Ah. Aku jadi malu. Dahanku yang cukup kuat justru kalah dengannya. Dahannya tak pernah berhenti mencari sinar sang mentari yang dapat merangsang pertumbuhannya dengan memberikan banyak kehangatan. Sementara aku ? Ah, entahlah. Aku masih harus banyak belajar darinya. Kini ia tumbuh meninggi. Semakin dekat dengan sang mentari. Hingga pohon-pohon lain di luar pagarnya dapat membuktikan keindahannya. Aku sering terkikik geli saat sang angin menceritakan bahwa terkadang pohon-pohon itu mencuri pandang, terpesona pada keindahan alami bunganya. Lalu mereka kembali melantunkan lagu kesyukuran, hingga serinya menebar ke seluruh penjuru taman hati.

Ah. Allah pastilah menyayanginya. Dan sang angin tak berhenti menghembuskan kisah-kisah bunga dari muka bumi ini. Suatu hari ia pernah bercerita, di luar sana ada pohon bunga yang masih sangat muda, tapi dahannya sudah kuat, dan akarnya kokoh mencengkeram bumi. Bunga yang dimekarkannya pun tak kalah indah dengan bunga-bunga lainnya. Ia memiliki kekhasan tersendiri. Di saat pohon-pohon lain menari-narikan bunga-bunganya yang indah dengan gemulai kepada seluruh penghuni bumi, ia justru enggan melakukannya. Yang ia lakukan hanyalah melagukan kesyukuran tanpa henti. Bahkan ia menumbuhkan banyak duri yang tajam di dahannya yang kokoh. Ia hanya tak ingin bunganya dipetik oleh sembarang orang. Ia juga tak ingin ada hama yang mengganggu atau bahkan merusak bunganya. Semua itu ia lakukan karena ia tahu betul, bunga yang dimekarkannya tak pernah bertahan lama. Tak lama setelah mekar, kelopaknya akan gugur ke bumi, seperti mawar. Ini sudah menjadi kodratnya. Namun ia tak sedikit pun mengeluh.

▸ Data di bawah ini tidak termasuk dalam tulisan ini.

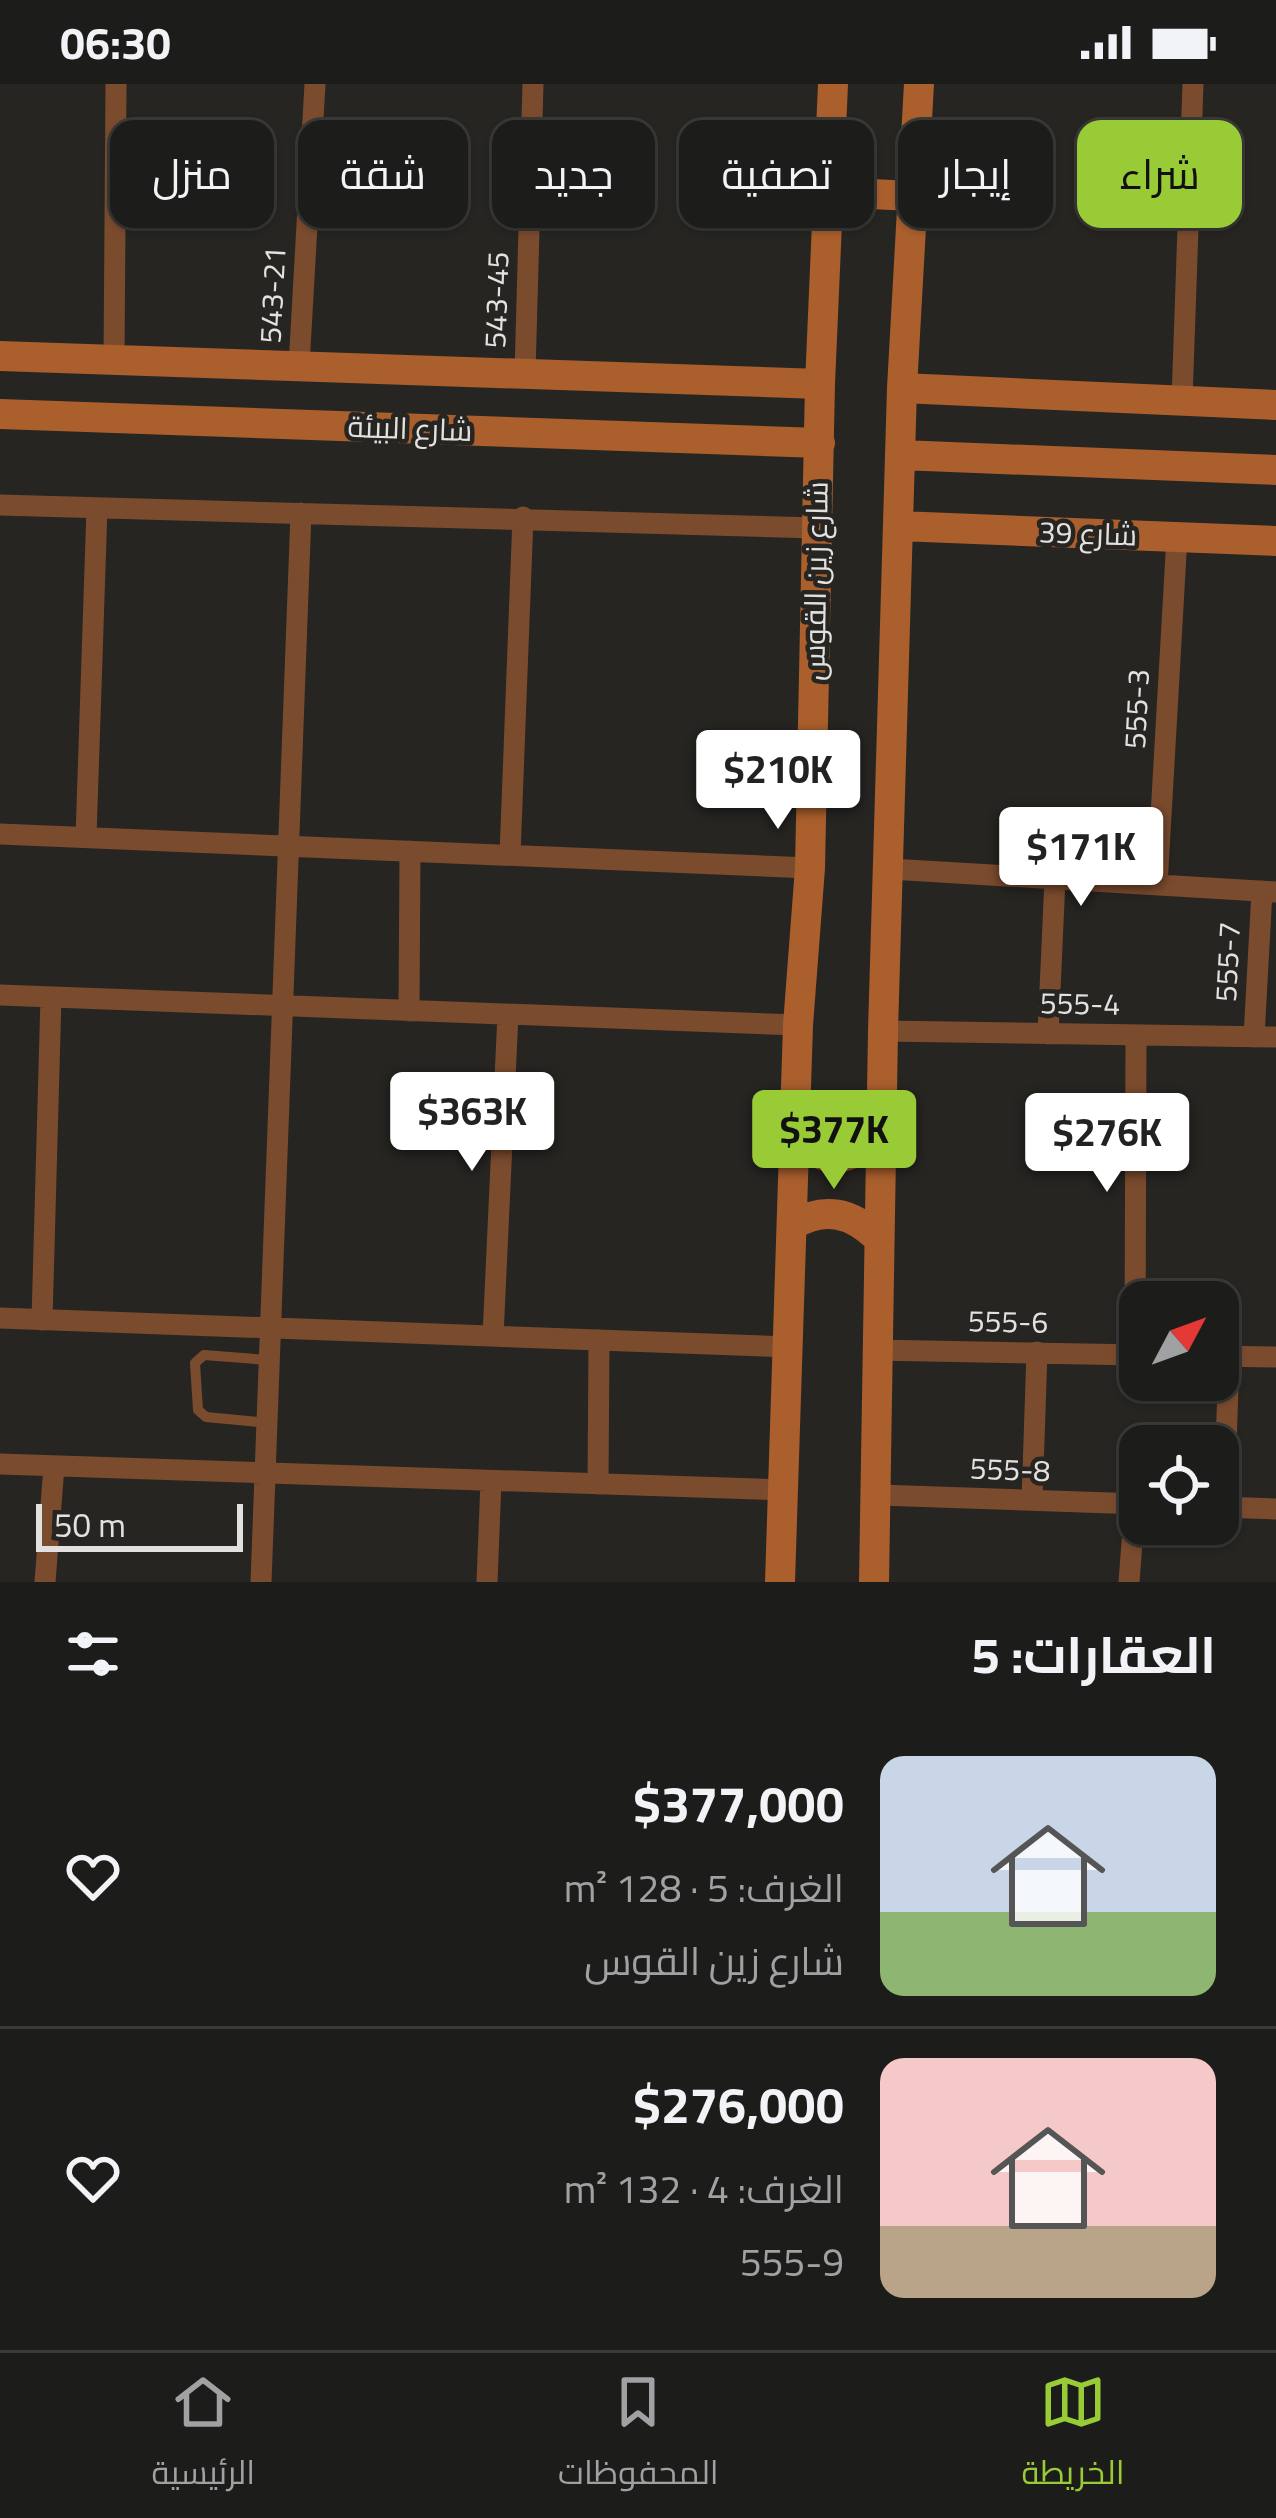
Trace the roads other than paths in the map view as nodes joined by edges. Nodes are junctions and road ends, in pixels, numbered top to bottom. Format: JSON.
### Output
{"nodes":[{"id":1,"x":116,"y":84,"type":"edge"},
{"id":2,"x":315,"y":84,"type":"edge"},
{"id":3,"x":532,"y":84,"type":"edge"},
{"id":4,"x":833,"y":84,"type":"edge"},
{"id":5,"x":919,"y":84,"type":"edge"},
{"id":6,"x":1193,"y":84,"type":"edge"},
{"id":7,"x":831,"y":120,"type":"edge"},
{"id":8,"x":917,"y":120,"type":"edge"},
{"id":9,"x":826,"y":228,"type":"edge"},
{"id":10,"x":911,"y":228,"type":"edge"},
{"id":11,"x":0,"y":356,"type":"edge"},
{"id":12,"x":114,"y":360,"type":"junction"},
{"id":13,"x":299,"y":366,"type":"junction"},
{"id":14,"x":524,"y":374,"type":"junction"},
{"id":15,"x":820,"y":384,"type":"junction"},
{"id":16,"x":902,"y":388,"type":"junction"},
{"id":17,"x":1182,"y":400,"type":"junction"},
{"id":18,"x":1276,"y":405,"type":"edge"},
{"id":19,"x":0,"y":414,"type":"edge"},
{"id":20,"x":820,"y":443,"type":"junction"},
{"id":21,"x":901,"y":455,"type":"junction"},
{"id":22,"x":1276,"y":470,"type":"edge"},
{"id":23,"x":0,"y":505,"type":"edge"},
{"id":24,"x":97,"y":508,"type":"junction"},
{"id":25,"x":301,"y":513,"type":"junction"},
{"id":26,"x":523,"y":518,"type":"junction"},
{"id":27,"x":899,"y":526,"type":"junction"},
{"id":28,"x":817,"y":528,"type":"junction"},
{"id":29,"x":1177,"y":537,"type":"junction"},
{"id":30,"x":1276,"y":541,"type":"edge"},
{"id":31,"x":0,"y":834,"type":"edge"},
{"id":32,"x":86,"y":837,"type":"junction"},
{"id":33,"x":289,"y":846,"type":"junction"},
{"id":34,"x":410,"y":850,"type":"junction"},
{"id":35,"x":510,"y":855,"type":"junction"},
{"id":36,"x":810,"y":868,"type":"junction"},
{"id":37,"x":890,"y":869,"type":"junction"},
{"id":38,"x":1054,"y":879,"type":"junction"},
{"id":39,"x":1157,"y":885,"type":"junction"},
{"id":40,"x":1269,"y":891,"type":"edge"},
{"id":41,"x":0,"y":995,"type":"edge"},
{"id":42,"x":51,"y":997,"type":"junction"},
{"id":43,"x":283,"y":1005,"type":"junction"},
{"id":44,"x":409,"y":1010,"type":"junction"},
{"id":45,"x":508,"y":1014,"type":"junction"},
{"id":46,"x":798,"y":1025,"type":"junction"},
{"id":47,"x":883,"y":1031,"type":"junction"},
{"id":48,"x":1048,"y":1034,"type":"junction"},
{"id":49,"x":1136,"y":1035,"type":"junction"},
{"id":50,"x":1265,"y":1037,"type":"edge"},
{"id":51,"x":794,"y":1136,"type":"junction"},
{"id":52,"x":880,"y":1137,"type":"junction"},
{"id":53,"x":792,"y":1225,"type":"junction"},
{"id":54,"x":878,"y":1238,"type":"junction"},
{"id":55,"x":1138,"y":1281,"type":"edge"},
{"id":56,"x":0,"y":1318,"type":"edge"},
{"id":57,"x":42,"y":1320,"type":"junction"},
{"id":58,"x":269,"y":1328,"type":"junction"},
{"id":59,"x":493,"y":1336,"type":"junction"},
{"id":60,"x":599,"y":1340,"type":"junction"},
{"id":61,"x":788,"y":1347,"type":"junction"},
{"id":62,"x":875,"y":1350,"type":"junction"},
{"id":63,"x":1037,"y":1352,"type":"junction"},
{"id":64,"x":1119,"y":1354,"type":"edge"},
{"id":65,"x":1239,"y":1356,"type":"edge"},
{"id":66,"x":1276,"y":1357,"type":"edge"},
{"id":67,"x":268,"y":1360,"type":"junction"},
{"id":68,"x":268,"y":1423,"type":"junction"},
{"id":69,"x":0,"y":1464,"type":"edge"},
{"id":70,"x":54,"y":1466,"type":"junction"},
{"id":71,"x":267,"y":1473,"type":"junction"},
{"id":72,"x":491,"y":1480,"type":"junction"},
{"id":73,"x":598,"y":1484,"type":"junction"},
{"id":74,"x":783,"y":1490,"type":"junction"},
{"id":75,"x":878,"y":1495,"type":"junction"},
{"id":76,"x":1032,"y":1500,"type":"junction"},
{"id":77,"x":1119,"y":1503,"type":"edge"},
{"id":78,"x":1239,"y":1508,"type":"edge"},
{"id":79,"x":1276,"y":1509,"type":"edge"},
{"id":80,"x":1133,"y":1545,"type":"edge"},
{"id":81,"x":45,"y":1582,"type":"edge"},
{"id":82,"x":261,"y":1582,"type":"edge"},
{"id":83,"x":487,"y":1582,"type":"edge"},
{"id":84,"x":780,"y":1582,"type":"edge"},
{"id":85,"x":874,"y":1582,"type":"edge"},
{"id":86,"x":1129,"y":1582,"type":"edge"}],
"edges":[{"from":1,"to":12,"type":"street"},
{"from":2,"to":13,"type":"street","name":"543-21"},
{"from":3,"to":14,"type":"street","name":"543-45"},
{"from":4,"to":7,"type":"main road","name":"شارع زين القوس"},
{"from":5,"to":8,"type":"main road"},
{"from":6,"to":17,"type":"street"},
{"from":9,"to":15,"type":"main road","name":"شارع زين القوس"},
{"from":10,"to":16,"type":"main road"},
{"from":11,"to":12,"type":"main road","name":"شارع البيئة"},
{"from":12,"to":13,"type":"main road","name":"شارع البيئة"},
{"from":13,"to":14,"type":"main road","name":"شارع البيئة"},
{"from":14,"to":15,"type":"main road","name":"شارع البيئة"},
{"from":15,"to":20,"type":"main road","name":"شارع زين القوس"},
{"from":16,"to":17,"type":"main road"},
{"from":16,"to":21,"type":"main road"},
{"from":17,"to":18,"type":"main road"},
{"from":19,"to":20,"type":"main road","name":"شارع البيئة"},
{"from":20,"to":28,"type":"main road","name":"شارع زين القوس"},
{"from":21,"to":22,"type":"main road"},
{"from":21,"to":27,"type":"main road"},
{"from":23,"to":24,"type":"street"},
{"from":24,"to":25,"type":"street"},
{"from":24,"to":32,"type":"street"},
{"from":25,"to":26,"type":"street"},
{"from":25,"to":33,"type":"street"},
{"from":26,"to":28,"type":"street"},
{"from":26,"to":35,"type":"street"},
{"from":27,"to":29,"type":"main road","name":"شارع 39"},
{"from":27,"to":37,"type":"main road"},
{"from":28,"to":36,"type":"main road","name":"شارع زين القوس"},
{"from":29,"to":30,"type":"main road","name":"شارع 39"},
{"from":29,"to":39,"type":"street","name":"555-3"},
{"from":31,"to":32,"type":"street"},
{"from":32,"to":33,"type":"street"},
{"from":33,"to":34,"type":"street"},
{"from":33,"to":43,"type":"street"},
{"from":34,"to":35,"type":"street"},
{"from":34,"to":44,"type":"street"},
{"from":35,"to":36,"type":"street"},
{"from":36,"to":46,"type":"main road","name":"شارع زين القوس"},
{"from":37,"to":38,"type":"street"},
{"from":37,"to":47,"type":"main road"},
{"from":38,"to":39,"type":"street"},
{"from":38,"to":48,"type":"street"},
{"from":39,"to":40,"type":"street"},
{"from":40,"to":50,"type":"street","name":"555-7"},
{"from":41,"to":42,"type":"street"},
{"from":42,"to":43,"type":"street"},
{"from":42,"to":57,"type":"street"},
{"from":43,"to":44,"type":"street"},
{"from":43,"to":58,"type":"street"},
{"from":44,"to":45,"type":"street"},
{"from":45,"to":46,"type":"street"},
{"from":45,"to":59,"type":"street"},
{"from":46,"to":51,"type":"main road","name":"شارع زين القوس"},
{"from":47,"to":48,"type":"street","name":"555-4"},
{"from":47,"to":52,"type":"main road"},
{"from":48,"to":49,"type":"street","name":"555-4"},
{"from":49,"to":50,"type":"street","name":"555-4"},
{"from":49,"to":55,"type":"street"},
{"from":51,"to":52,"type":"main road"},
{"from":51,"to":53,"type":"main road","name":"شارع زين القوس"},
{"from":52,"to":54,"type":"main road"},
{"from":53,"to":54,"type":"main road"},
{"from":53,"to":61,"type":"main road","name":"شارع زين القوس"},
{"from":54,"to":62,"type":"main road"},
{"from":56,"to":57,"type":"street"},
{"from":57,"to":58,"type":"street"},
{"from":58,"to":59,"type":"street"},
{"from":58,"to":67,"type":"street"},
{"from":59,"to":60,"type":"street"},
{"from":60,"to":61,"type":"street"},
{"from":60,"to":73,"type":"street"},
{"from":61,"to":74,"type":"main road","name":"شارع زين القوس"},
{"from":62,"to":63,"type":"street","name":"555-6"},
{"from":62,"to":75,"type":"main road"},
{"from":63,"to":64,"type":"street","name":"555-6"},
{"from":63,"to":76,"type":"street"},
{"from":65,"to":66,"type":"street"},
{"from":67,"to":68,"type":"street"},
{"from":67,"to":68,"type":"lane"},
{"from":68,"to":71,"type":"street"},
{"from":69,"to":70,"type":"street"},
{"from":70,"to":71,"type":"street"},
{"from":70,"to":81,"type":"street"},
{"from":71,"to":72,"type":"street"},
{"from":71,"to":82,"type":"street"},
{"from":72,"to":73,"type":"street"},
{"from":72,"to":83,"type":"street"},
{"from":73,"to":74,"type":"street"},
{"from":74,"to":84,"type":"main road","name":"شارع زين القوس"},
{"from":75,"to":76,"type":"street","name":"555-8"},
{"from":75,"to":85,"type":"main road"},
{"from":76,"to":77,"type":"street","name":"555-8"},
{"from":78,"to":79,"type":"street"},
{"from":80,"to":86,"type":"street"}]}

Sebuah pemikiran yang cerdas. Ah, tak pernah terpikirkan olehku. Padahal aku tumbuh lebih dulu dan bungaku lebih rapuh darinya. Lalu angin mengenalkannya padaku. Ia pohon bunga yang menyenangkan. Aku cepat akrab dengannya, walaupun letak taman kami saling berjauhan. Kami berkirim salam lewat angin. Berbagi rasa pun kami lakukan lewat angin. Maha Besar Allah yang telah menciptakan angin. Ia pernah menyampaikan kegundahannya lewat hembusan angin yang lembut. Seekor lebah memintanya menyisakan madu bagi dirinya pada suatu hari di waktu yang telah mereka sepakati. Ia menyanggupinya. Di luar dugaan, pada hari yang telah disepakati itu, bunganya tak mekar tepat pada saatnya. Dan ia tak kunjung melihat lebah itu datang di antara lainnya. Ia panik. Ia takut lebah itu akan marah kepadanya.

Aku tak melupakan janjiku. Aku tak ingin mengingkarinya. Aku tak menyangka jika embun pagi ini lebih sedikit dari kemarin sehingga aku harus bersabar dalam memekarkan bungaku agar aku tak kehilangan banyak energi. Aku tak bermaksud membuatnya kelaparan, kan.? Begitu sedih angin menceritakannya padaku.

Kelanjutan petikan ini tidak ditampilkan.